**Dataset records:**
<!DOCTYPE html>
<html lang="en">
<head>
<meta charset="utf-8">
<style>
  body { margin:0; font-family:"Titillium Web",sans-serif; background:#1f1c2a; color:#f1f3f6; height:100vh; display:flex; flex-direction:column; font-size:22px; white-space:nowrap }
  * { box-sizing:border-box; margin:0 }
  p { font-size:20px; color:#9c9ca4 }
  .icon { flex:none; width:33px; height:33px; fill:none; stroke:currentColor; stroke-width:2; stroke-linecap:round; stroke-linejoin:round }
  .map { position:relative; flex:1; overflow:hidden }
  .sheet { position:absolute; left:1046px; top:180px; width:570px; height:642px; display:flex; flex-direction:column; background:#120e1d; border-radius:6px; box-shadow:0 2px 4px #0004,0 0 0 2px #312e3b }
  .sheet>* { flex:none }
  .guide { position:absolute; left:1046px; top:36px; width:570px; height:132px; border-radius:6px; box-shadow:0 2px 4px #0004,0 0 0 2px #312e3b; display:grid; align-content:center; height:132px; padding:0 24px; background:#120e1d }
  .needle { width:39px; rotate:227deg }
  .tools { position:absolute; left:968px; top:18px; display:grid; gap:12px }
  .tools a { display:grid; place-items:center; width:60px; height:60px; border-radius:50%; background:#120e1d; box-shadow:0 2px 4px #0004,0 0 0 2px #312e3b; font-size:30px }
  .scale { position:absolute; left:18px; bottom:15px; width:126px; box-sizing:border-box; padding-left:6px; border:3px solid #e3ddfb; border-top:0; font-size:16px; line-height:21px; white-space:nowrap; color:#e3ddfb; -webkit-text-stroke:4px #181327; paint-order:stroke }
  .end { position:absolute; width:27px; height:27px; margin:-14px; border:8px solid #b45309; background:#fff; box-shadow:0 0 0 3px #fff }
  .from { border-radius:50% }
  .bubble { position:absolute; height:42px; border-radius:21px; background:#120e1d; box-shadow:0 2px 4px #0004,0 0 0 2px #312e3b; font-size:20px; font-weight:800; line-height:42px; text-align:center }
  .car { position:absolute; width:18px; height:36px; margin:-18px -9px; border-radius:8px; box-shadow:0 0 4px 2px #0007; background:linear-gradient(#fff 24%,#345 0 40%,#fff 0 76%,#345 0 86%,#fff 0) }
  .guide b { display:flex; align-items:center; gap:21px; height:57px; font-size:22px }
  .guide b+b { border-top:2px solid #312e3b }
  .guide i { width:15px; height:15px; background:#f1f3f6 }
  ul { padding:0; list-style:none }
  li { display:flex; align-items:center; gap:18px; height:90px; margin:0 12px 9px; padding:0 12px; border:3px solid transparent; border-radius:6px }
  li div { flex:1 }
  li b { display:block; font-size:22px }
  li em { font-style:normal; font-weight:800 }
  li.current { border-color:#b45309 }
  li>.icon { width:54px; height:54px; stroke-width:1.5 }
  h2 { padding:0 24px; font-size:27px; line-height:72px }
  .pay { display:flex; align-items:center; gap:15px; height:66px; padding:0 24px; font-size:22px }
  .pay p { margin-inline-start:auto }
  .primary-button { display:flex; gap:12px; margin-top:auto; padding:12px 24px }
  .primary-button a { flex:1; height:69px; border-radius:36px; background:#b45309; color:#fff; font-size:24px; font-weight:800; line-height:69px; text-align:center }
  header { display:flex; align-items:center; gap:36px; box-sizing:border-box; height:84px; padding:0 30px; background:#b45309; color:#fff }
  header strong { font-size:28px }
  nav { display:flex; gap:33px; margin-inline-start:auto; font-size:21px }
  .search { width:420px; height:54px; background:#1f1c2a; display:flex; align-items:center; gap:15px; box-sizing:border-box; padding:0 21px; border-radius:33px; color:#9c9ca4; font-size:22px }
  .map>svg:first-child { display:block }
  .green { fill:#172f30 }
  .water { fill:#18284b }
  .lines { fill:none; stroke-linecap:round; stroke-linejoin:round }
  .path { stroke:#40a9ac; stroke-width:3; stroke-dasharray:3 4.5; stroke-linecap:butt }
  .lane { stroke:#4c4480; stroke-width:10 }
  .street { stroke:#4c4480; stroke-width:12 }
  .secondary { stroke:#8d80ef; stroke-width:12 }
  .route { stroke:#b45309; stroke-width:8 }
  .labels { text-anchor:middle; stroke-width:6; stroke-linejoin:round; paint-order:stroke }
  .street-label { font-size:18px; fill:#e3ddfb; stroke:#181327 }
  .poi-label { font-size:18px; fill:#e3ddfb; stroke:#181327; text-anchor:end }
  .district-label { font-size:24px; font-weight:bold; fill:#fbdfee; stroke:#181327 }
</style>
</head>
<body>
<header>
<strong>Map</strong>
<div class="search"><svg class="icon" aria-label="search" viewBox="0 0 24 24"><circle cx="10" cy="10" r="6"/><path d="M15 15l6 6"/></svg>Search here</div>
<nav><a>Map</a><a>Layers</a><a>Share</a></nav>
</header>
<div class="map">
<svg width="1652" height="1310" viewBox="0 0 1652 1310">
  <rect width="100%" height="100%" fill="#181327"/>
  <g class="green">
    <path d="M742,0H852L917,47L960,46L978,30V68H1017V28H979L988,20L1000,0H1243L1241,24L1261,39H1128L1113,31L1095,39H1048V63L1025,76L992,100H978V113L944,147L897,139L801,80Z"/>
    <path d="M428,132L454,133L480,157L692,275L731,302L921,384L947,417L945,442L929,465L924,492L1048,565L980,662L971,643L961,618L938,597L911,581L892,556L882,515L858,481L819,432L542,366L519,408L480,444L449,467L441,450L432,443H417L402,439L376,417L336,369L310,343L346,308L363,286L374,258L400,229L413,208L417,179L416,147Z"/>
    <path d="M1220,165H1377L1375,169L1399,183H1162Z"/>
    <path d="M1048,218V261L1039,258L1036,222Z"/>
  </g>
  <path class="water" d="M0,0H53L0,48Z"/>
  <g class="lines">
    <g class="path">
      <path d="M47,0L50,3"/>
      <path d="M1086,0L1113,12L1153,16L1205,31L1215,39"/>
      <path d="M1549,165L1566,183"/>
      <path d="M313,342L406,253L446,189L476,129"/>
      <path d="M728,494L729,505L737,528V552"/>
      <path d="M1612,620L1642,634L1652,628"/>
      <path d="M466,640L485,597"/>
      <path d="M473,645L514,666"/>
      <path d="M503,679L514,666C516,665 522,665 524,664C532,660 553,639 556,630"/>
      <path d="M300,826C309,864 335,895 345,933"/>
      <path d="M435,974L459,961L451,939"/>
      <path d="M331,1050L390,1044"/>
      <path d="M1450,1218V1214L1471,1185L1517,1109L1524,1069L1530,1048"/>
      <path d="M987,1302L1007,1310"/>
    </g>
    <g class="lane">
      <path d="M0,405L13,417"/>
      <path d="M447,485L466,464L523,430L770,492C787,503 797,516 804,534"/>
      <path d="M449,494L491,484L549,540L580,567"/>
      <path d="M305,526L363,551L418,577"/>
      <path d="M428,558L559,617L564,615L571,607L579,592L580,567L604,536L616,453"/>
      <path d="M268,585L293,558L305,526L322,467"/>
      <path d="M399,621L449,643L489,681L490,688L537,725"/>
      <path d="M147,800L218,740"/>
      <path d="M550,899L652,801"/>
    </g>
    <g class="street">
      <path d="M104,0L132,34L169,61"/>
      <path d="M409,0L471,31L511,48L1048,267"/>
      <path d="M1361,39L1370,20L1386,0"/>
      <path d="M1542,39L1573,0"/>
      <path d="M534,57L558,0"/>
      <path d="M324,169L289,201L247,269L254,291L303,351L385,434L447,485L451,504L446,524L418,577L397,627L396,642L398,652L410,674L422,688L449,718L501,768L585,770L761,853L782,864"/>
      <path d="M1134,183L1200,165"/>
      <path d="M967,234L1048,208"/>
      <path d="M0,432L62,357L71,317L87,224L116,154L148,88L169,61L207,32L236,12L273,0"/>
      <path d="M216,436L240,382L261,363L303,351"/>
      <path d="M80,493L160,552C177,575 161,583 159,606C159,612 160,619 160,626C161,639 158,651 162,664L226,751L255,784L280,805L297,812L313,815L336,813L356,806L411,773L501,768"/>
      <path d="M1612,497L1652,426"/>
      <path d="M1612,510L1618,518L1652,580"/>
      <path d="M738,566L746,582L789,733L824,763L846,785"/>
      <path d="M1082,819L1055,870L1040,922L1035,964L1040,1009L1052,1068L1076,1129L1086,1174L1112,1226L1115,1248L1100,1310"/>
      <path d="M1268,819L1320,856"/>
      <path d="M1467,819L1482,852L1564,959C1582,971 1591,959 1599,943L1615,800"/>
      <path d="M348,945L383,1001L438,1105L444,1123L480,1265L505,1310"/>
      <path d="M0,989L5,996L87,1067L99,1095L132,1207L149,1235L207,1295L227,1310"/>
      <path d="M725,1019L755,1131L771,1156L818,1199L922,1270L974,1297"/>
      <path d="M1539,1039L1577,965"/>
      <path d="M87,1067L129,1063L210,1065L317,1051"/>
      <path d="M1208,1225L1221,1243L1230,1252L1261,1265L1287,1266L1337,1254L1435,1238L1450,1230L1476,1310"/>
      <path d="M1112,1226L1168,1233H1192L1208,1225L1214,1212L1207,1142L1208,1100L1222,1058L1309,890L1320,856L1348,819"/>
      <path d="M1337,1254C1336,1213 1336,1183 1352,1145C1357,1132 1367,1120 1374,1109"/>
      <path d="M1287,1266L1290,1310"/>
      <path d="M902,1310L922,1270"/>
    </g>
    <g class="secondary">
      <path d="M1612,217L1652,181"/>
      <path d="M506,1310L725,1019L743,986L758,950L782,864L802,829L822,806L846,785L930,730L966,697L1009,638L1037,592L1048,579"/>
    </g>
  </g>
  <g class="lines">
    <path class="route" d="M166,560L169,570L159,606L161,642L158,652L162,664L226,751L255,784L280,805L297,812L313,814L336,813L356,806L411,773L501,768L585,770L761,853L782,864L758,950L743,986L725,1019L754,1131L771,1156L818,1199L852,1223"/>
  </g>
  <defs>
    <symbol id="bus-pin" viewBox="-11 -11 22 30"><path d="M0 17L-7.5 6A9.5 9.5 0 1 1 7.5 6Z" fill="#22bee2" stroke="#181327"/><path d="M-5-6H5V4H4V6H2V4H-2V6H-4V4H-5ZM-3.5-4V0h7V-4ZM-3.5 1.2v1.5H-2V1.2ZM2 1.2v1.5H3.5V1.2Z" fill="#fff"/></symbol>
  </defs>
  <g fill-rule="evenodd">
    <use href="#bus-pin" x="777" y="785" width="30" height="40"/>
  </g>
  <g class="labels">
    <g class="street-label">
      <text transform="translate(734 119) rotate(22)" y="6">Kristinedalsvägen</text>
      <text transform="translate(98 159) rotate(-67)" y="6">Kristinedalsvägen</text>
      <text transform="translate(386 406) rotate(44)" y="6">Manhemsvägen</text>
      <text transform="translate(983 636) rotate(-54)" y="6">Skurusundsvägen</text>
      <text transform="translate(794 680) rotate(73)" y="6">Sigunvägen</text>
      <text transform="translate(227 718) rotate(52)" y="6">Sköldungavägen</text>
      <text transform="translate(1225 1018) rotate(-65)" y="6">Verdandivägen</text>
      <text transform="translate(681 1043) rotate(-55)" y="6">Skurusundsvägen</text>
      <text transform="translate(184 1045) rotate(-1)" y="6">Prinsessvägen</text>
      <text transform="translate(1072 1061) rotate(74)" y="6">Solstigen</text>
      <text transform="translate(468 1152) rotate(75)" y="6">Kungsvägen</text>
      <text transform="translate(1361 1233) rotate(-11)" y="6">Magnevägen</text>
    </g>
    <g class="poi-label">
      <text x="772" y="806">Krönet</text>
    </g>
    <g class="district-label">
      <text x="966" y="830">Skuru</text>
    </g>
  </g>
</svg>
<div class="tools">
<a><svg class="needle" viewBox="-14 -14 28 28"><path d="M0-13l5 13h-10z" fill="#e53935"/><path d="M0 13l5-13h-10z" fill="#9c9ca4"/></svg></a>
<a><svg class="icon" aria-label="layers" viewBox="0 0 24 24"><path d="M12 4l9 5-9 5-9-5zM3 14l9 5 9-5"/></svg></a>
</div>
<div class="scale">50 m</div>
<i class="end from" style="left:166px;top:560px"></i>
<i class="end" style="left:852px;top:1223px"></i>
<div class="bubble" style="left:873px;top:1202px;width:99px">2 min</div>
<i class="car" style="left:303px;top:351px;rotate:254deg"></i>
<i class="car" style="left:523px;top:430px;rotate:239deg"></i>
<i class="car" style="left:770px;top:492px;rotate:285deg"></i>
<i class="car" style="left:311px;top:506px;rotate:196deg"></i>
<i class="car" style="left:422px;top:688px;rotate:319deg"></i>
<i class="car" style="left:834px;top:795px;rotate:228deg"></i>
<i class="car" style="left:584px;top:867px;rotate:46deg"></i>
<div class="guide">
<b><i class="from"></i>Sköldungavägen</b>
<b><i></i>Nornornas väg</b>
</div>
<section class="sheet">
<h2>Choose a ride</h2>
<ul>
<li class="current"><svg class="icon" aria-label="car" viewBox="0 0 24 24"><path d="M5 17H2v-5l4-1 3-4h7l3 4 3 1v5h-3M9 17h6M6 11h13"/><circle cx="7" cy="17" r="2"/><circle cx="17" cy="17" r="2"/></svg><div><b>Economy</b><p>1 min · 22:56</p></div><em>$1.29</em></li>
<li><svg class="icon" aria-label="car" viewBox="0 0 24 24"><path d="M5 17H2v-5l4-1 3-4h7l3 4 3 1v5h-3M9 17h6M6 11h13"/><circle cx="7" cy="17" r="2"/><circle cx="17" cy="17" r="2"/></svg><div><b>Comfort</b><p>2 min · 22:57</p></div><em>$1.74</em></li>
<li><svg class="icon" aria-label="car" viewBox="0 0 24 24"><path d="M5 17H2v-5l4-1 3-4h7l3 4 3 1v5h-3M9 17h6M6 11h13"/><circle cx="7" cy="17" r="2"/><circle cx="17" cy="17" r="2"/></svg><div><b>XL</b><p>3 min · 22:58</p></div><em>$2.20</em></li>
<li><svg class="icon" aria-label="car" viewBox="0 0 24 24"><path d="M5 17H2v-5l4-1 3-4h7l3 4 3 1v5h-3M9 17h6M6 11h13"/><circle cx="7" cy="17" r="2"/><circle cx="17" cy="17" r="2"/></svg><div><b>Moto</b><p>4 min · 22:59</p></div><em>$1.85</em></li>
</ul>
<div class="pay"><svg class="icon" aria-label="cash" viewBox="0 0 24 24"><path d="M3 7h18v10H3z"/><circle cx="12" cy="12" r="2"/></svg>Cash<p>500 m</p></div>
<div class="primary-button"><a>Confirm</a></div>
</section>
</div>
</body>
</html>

**Exercise directions:** Could you copy every line from the records that mentions the word "none"?

**Reply:**
  .icon { flex:none; width:33px; height:33px; fill:none; stroke:currentColor; stroke-width:2; stroke-linecap:round; stroke-linejoin:round }
  .sheet>* { flex:none }
  ul { padding:0; list-style:none }
  .lines { fill:none; stroke-linecap:round; stroke-linejoin:round }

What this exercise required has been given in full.